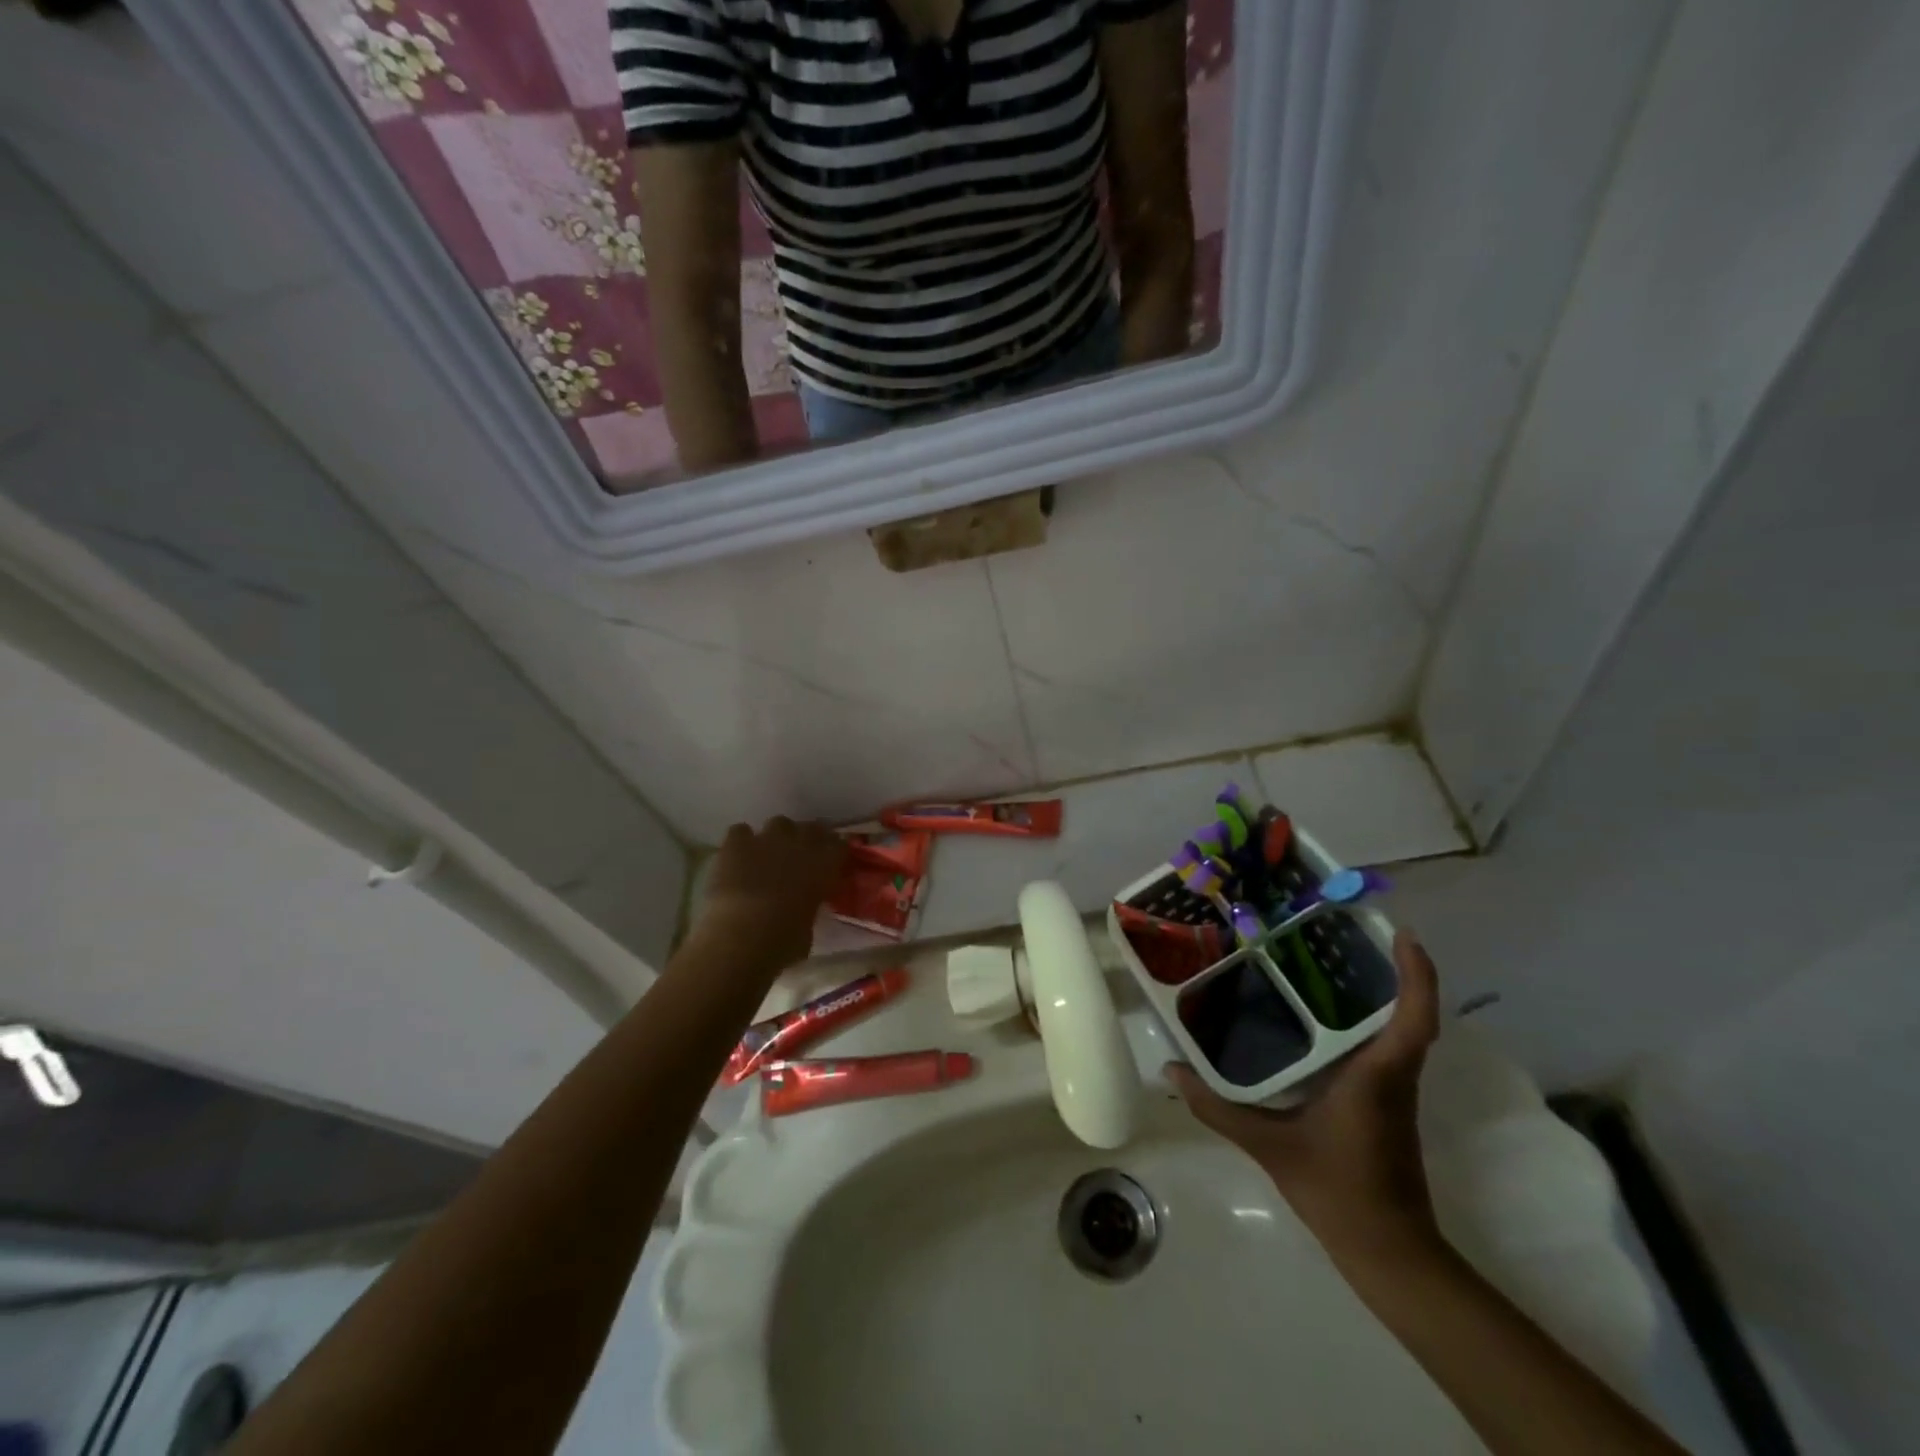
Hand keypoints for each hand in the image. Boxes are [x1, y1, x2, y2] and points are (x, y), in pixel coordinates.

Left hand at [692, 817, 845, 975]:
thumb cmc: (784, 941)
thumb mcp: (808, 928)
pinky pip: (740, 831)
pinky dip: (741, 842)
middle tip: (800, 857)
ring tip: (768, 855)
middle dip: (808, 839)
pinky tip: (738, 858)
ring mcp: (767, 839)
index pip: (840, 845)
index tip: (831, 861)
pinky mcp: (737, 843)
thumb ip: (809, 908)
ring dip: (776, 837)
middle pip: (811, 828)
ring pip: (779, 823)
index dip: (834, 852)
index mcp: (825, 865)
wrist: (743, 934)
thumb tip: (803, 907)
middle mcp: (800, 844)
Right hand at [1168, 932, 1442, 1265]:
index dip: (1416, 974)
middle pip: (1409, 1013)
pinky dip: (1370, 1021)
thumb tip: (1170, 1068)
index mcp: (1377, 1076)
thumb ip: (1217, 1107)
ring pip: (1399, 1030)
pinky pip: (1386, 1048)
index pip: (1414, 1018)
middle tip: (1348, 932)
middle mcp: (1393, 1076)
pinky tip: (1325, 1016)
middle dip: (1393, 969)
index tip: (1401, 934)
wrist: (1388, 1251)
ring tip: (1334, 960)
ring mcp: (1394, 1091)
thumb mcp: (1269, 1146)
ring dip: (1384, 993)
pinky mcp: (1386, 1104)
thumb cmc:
===
▶ [Exercise objective]: All lines from the listing above that include "hand" should be shown.

▶ [Written reply]:
Hand keypoints for each hand in the image. Boxes are [x1, y1, x2, y2] and points are (x, y), in pixel coordinates.
Left hand at [692, 817, 845, 975]:
Right hand at [1168, 932, 1442, 1265]:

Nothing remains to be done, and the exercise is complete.